• TASK TO CARRY OUT
Give back exactly the stretch of data below from the line holding "Trace the roads" through the line holding "Extract the road", both ends included, and leave the remaining lines out.
*** AVAILABLE DATA
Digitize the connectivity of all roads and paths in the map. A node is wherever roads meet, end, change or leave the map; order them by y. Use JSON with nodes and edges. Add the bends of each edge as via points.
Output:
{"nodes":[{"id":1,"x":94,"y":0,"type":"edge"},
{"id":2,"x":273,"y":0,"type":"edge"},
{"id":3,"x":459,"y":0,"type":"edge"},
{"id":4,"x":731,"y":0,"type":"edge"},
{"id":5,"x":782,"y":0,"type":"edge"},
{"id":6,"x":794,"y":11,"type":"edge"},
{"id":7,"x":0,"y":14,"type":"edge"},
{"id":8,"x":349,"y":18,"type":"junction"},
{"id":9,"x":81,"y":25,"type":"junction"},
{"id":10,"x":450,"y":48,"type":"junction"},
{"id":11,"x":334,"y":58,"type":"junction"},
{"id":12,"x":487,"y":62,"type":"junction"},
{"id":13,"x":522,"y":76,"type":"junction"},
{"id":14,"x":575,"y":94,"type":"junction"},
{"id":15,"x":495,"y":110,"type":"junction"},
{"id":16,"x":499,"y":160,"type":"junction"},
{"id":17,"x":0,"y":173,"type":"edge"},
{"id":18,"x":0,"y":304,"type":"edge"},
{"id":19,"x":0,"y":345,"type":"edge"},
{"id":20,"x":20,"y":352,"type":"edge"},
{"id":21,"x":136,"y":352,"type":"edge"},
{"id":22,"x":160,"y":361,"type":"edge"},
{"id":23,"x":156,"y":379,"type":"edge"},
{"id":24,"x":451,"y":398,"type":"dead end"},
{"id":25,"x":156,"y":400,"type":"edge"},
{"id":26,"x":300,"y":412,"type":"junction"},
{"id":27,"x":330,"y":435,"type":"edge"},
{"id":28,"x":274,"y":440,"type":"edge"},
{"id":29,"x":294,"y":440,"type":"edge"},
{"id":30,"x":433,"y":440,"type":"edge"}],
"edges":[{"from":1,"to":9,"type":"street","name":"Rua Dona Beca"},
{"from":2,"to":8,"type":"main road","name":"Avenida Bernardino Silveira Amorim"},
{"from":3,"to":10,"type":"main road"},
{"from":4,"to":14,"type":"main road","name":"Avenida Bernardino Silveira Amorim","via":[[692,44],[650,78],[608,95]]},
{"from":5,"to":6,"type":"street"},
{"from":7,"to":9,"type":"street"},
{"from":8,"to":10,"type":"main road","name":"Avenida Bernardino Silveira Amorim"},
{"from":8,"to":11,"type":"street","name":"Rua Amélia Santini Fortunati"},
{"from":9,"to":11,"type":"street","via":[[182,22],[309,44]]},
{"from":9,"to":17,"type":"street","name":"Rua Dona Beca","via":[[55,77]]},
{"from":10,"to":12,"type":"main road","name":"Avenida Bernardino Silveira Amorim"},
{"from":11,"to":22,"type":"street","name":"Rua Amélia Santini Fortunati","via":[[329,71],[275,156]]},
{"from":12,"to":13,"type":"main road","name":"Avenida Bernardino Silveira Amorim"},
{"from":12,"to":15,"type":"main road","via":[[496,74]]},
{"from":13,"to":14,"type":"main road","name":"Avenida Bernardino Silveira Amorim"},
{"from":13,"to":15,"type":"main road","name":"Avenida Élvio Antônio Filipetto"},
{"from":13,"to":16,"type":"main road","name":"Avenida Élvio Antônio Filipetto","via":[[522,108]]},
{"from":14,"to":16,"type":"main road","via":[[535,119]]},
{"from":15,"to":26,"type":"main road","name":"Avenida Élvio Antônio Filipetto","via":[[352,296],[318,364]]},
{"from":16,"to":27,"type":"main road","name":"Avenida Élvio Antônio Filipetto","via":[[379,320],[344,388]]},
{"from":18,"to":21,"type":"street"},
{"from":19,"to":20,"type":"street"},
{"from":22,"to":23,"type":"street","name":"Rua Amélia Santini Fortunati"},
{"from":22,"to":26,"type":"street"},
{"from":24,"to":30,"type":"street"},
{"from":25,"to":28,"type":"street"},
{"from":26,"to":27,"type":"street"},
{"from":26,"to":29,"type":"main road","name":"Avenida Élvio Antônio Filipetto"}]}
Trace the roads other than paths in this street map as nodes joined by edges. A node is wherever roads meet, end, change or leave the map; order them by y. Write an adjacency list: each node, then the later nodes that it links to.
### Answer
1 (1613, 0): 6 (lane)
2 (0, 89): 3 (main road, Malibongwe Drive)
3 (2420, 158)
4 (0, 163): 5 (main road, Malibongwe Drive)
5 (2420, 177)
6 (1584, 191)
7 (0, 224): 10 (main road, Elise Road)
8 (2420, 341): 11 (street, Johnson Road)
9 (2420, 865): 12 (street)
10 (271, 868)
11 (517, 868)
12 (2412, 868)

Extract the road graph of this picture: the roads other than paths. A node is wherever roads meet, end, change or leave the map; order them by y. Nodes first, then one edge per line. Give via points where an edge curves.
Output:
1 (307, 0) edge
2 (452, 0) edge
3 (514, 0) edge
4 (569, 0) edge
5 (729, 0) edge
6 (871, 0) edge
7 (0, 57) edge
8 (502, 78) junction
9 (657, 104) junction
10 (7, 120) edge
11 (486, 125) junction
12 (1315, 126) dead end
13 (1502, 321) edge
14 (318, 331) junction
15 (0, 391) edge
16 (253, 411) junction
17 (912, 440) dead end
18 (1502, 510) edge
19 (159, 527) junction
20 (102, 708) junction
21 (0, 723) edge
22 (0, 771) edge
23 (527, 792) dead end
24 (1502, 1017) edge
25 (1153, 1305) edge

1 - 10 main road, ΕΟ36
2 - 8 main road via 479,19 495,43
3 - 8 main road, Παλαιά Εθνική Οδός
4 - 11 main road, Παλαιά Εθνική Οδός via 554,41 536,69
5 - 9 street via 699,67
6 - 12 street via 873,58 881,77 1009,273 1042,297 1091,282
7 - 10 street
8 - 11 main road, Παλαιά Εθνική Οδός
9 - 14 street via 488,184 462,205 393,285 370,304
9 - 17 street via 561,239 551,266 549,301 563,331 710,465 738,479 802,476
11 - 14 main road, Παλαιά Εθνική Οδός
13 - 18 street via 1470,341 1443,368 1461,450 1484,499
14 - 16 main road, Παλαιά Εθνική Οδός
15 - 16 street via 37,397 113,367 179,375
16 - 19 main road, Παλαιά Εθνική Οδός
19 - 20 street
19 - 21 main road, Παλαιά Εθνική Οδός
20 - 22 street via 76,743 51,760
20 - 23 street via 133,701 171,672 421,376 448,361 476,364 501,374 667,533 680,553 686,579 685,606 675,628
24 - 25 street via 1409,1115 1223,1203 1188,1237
******
• SOLUTION BELOW
Trace the roads other than paths in this street map as nodes joined by edges. A node is wherever roads meet, end, change or leave the map; order them by y. Write an adjacency list: each node, then the later nodes that it links to.
### Answer
1 (1613, 0): 6 (lane)
2 (0, 89): 3 (main road, Malibongwe Drive)
3 (2420, 158)
4 (0, 163): 5 (main road, Malibongwe Drive)
5 (2420, 177)
6 (1584, 191)
7 (0, 224): 10 (main road, Elise Road)
8 (2420, 341): 11 (street, Johnson Road)
9 (2420, 865): 12 (street)
10 (271, 868)
11 (517, 868)
12 (2412, 868)

Extract the road graph of this picture: the roads other than paths. A node is wherever roads meet, end, change or leave the map; order them by y. Nodes first, then one edge per line. Give via points where an edge curves.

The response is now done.